Don McCoy don at codesourcery.com
Tue Feb 13 07:56:01 UTC 2007


Jules Bergmann wrote:
> This looks good.  I have a couple of comments below.  Once those are
> addressed, please check it in.
>
Checked in as attached.  I may have to make changes, depending on your 
replies to my questions below...



> [1] It doesn't look like any advantage is being gained by having
> E as a template parameter.  It would reduce code-size to pass
> the FFT direction as a run-time parameter instead.
>
I modified this by doing the latter.



> [2] 'in' and 'out' are good names.  'W' should probably be
> 'twiddle_factors' or something more descriptive.
>
> Also, it would be good to document the expected sizes, since 'in'
> and 'out' are of size 'length', while 'twiddle_factors' is of
> size 'length/4'.
>
Done.



> [3] From VSIPL++ API, it is permissible to scale on both forward and
> inverse FFTs. I suspect this should just pass 'scale' through.
>
Done.  Required a change in the kernel to honor the scaling in both 
cases.  Note the conditional, paraphrased here as 'if (scale == 
(double)1.f)'.  Elsewhere in the library, almost_equal() is used 
instead.  Is that really necessary since the scale factor is normally 
set to that literal value when the user does not desire scaling (as 
opposed to it being the result of a computation, as in other cases)?

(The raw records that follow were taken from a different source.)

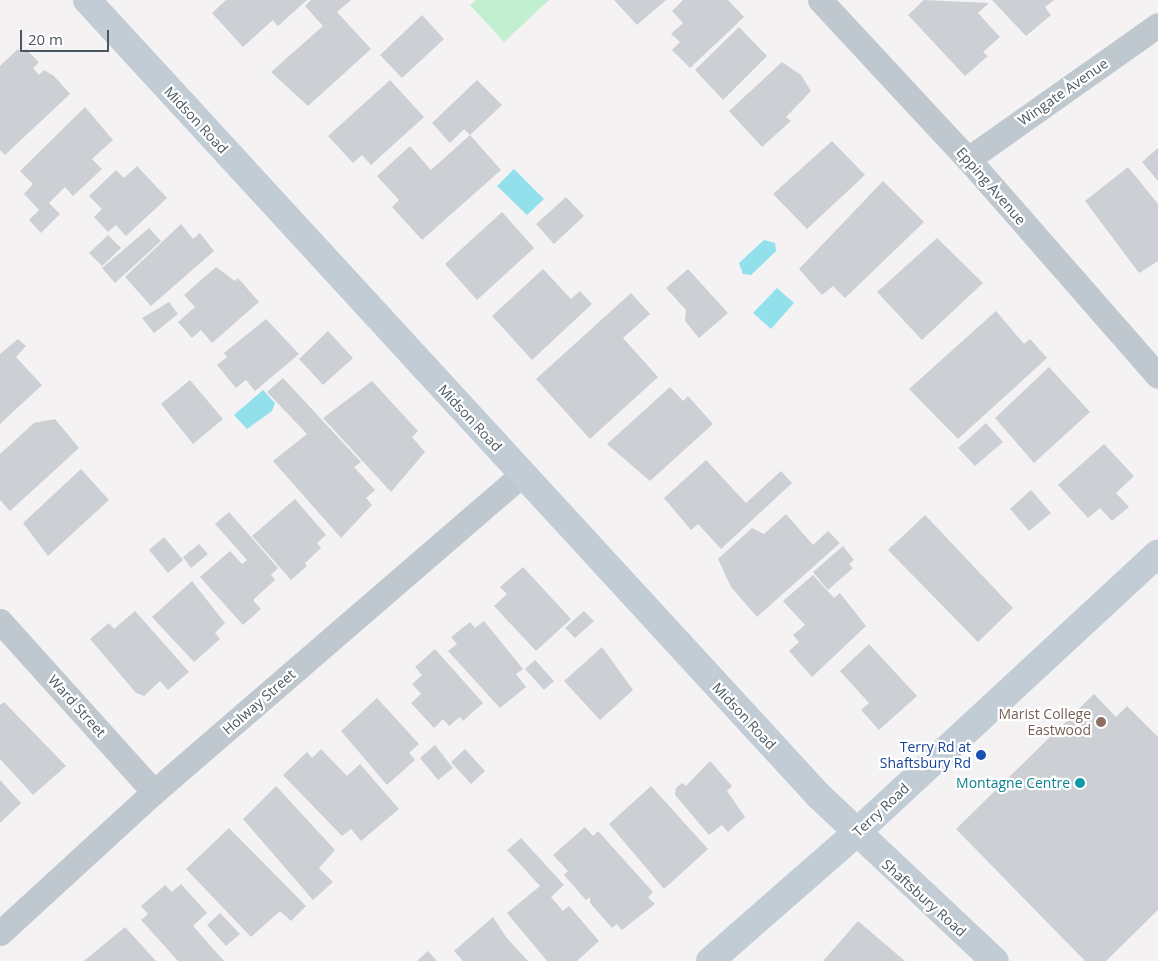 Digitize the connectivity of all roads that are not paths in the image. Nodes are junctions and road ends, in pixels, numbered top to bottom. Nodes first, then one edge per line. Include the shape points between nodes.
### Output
1 (87, 0) edge
2 (820, 0) edge
3 (1158, 25) edge
4 (968, 159) junction
5 (1158, 376) edge
6 (522, 474) junction
7 (1158, 553) edge
8 (0, 621) edge
9 (154, 792) junction
10 (856, 834) junction
11 (0, 933) edge
12 (710, 961) edge
13 (995, 961) edge

1 - 6 street, Midson Road
2 - 4 street, Epping Avenue
3 - 4 street, Wingate Avenue
4 - 5 street, Epping Avenue
6 - 9 street, Holway Street
6 - 10 street, Midson Road
7 - 10 street, Terry Road
8 - 9 street, Ward Street
9 - 11 street, Holway Street
10 - 12 street, Terry Road
10 - 13 street, Shaftsbury Road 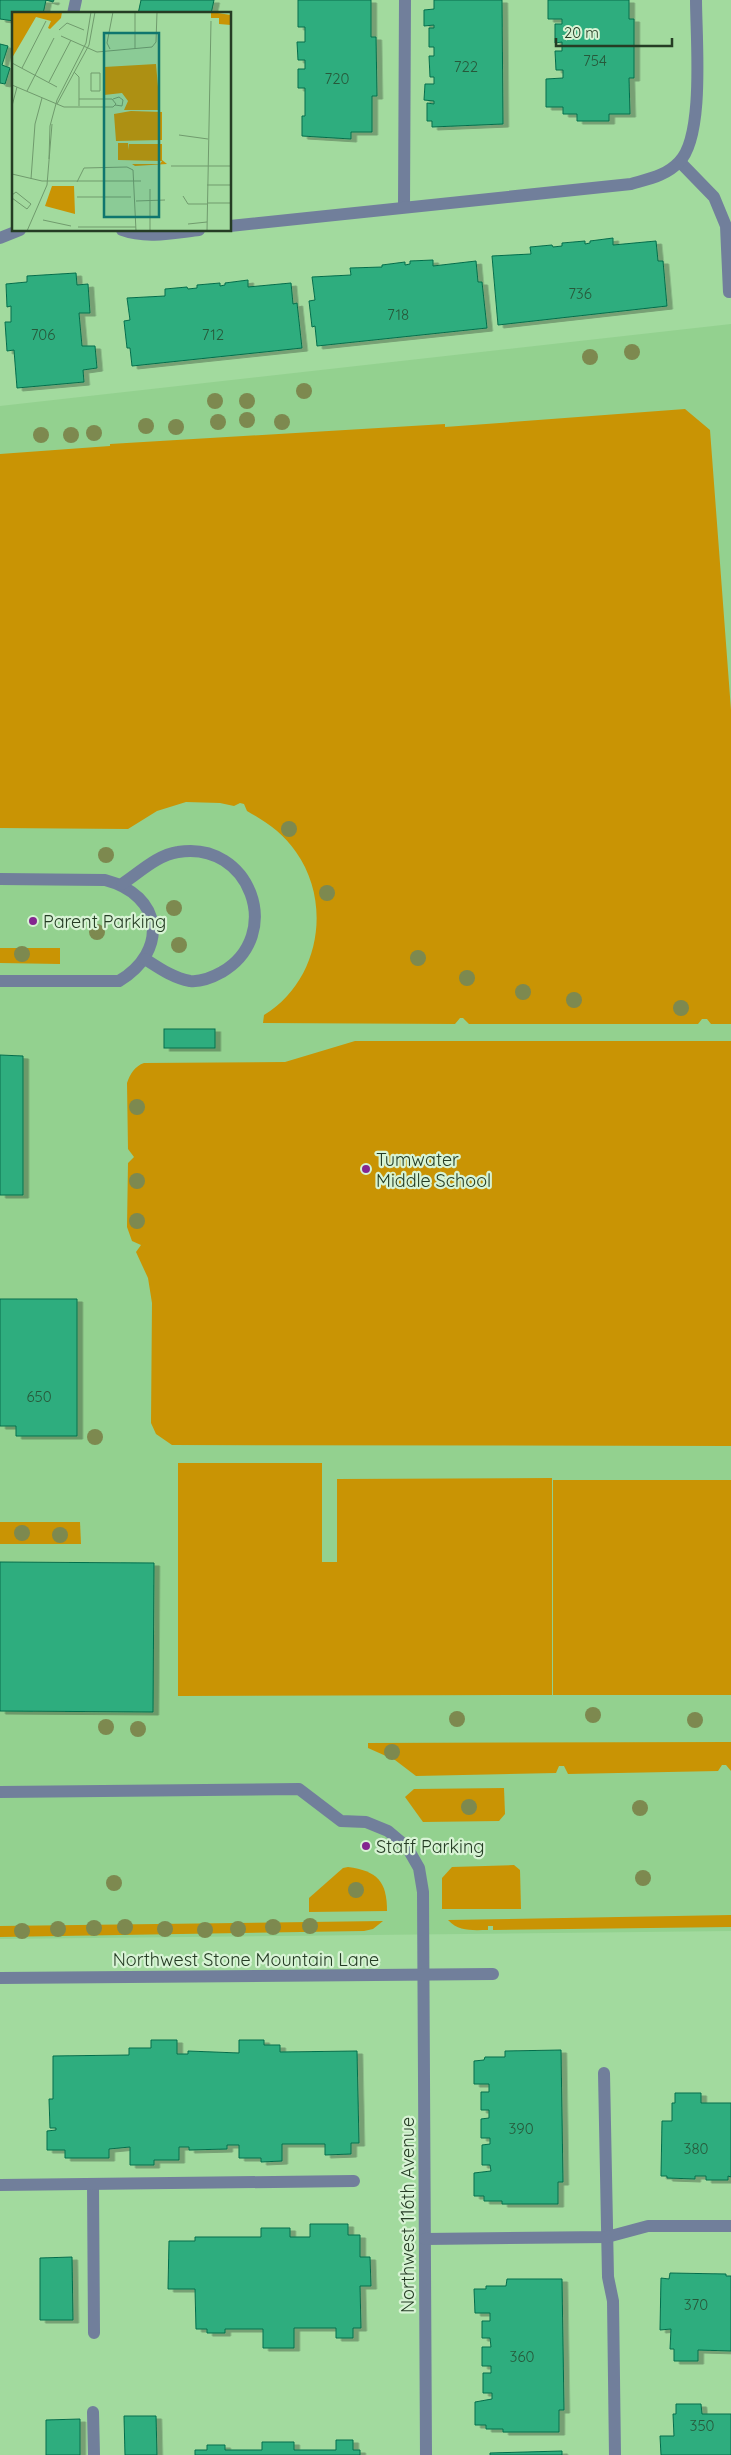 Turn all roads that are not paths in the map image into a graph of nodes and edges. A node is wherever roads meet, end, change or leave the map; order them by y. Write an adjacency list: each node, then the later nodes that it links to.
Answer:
1 (405, 0): 4 (street)
2 (696, 0): 3 (street)
3 (680, 162): 4 (street); 10 (street)
4 (404, 206): 5 (street)
5 (231, 226)
6 (18, 231): 9 (street)
7 (124, 231): 8 (street)
8 (190, 231)
9 (0, 238)
10 (729, 292)
11 (0, 879): 12 (street)
12 (122, 884): 13 (street); 13 (street)
13 (146, 959): 14 (street)
14 (0, 981)
15 (0, 1792): 17 (street, Northwest 116th Avenue)
16 (493, 1974): 17 (street, Northwest Stone Mountain Lane)
17 (423, 1976): 18 (street, Northwest Stone Mountain Lane); 25 (street, Northwest 116th Avenue)
18 (0, 1978)
19 (604, 2073): 24 (street)
20 (354, 2181): 21 (street)
21 (93, 2184): 22 (street); 26 (street)
22 (0, 2186)
23 (731, 2226): 24 (street)
24 (607, 2237): 25 (street); 30 (street)
25 (425, 2239): 29 (street, Northwest 116th Avenue)
26 (94, 2333)
27 (93, 2412): 28 (street)
28 (94, 2455)
29 (426, 2455)
30 (615, 2455) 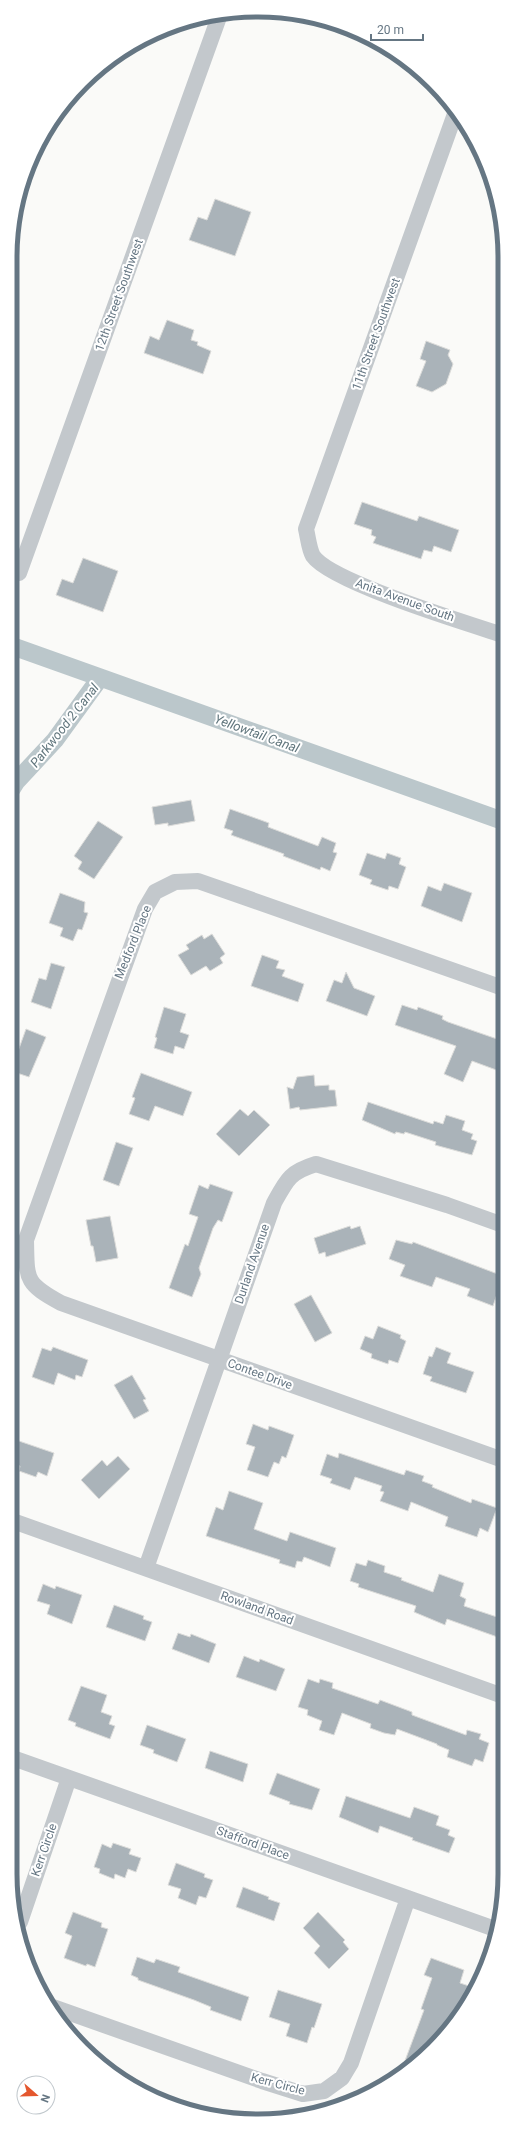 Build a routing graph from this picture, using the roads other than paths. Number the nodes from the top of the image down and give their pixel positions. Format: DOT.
graph roads {
  1 [pos="218,21"];
  2 [pos="453,119"];
  3 [pos="312,555"];
  4 [pos="19,574"];
  5 [pos="498,633"];
  6 [pos="498,986"];
  7 [pos="498,1223"];
  8 [pos="27,1274"];
  9 [pos="219,1360"];
  10 [pos="498,1458"];
  11 [pos="17,1522"];
  12 [pos="146,1568"];
  13 [pos="498,1694"];
  14 [pos="17,1759"];
  15 [pos="69,1778"];
  16 [pos="408,1898"];
  17 [pos="22,1918"];
  18 [pos="492,1928"];
  19 [pos="60,2009"];
  1 -- 4 [label="street, 12th Street Southwest"];
  2 -- 3 [label="street, 11th Street Southwest"];
  3 -- 5 [label="street, Anita Avenue South"];
  6 -- 8 [label="street, Medford Place"];
  7 -- 9 [label="street, Durland Avenue"];
  8 -- 9 [label="street, Contee Drive"];
  9 -- 10 [label="street, Contee Drive"];
  9 -- 12 [label="street, Durland Avenue"];
  11 -- 12 [label="street, Rowland Road"];
  12 -- 13 [label="street, Rowland Road"];
  14 -- 15 [label="street, Stafford Place"];
  15 -- 16 [label="street, Stafford Place"];
  15 -- 17 [label="street, Kerr Circle"];
  16 -- 18 [label="street, Stafford Place"];
  16 -- 19 [label="street, Kerr Circle"];
}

> [4] There are other ways to compute twiddle factors iteratively that
> may avoid the 'cos()' call, and hence may be more efficient.
>
Not addressed at this time.



> [5] 128 is probably a good alignment.  However, it is kind of a magic
> number that should be a macro (VSIP_IMPL_CELL_DMAALIGNMENT, pick a
> good name) to call it out.
>
Changed to VSIP_IMPL_ALLOC_ALIGNMENT, and am compiling with 
--with-alignment=128.  I can't think of a compelling reason to make a 
new macro here, but if someone else can, please identify it.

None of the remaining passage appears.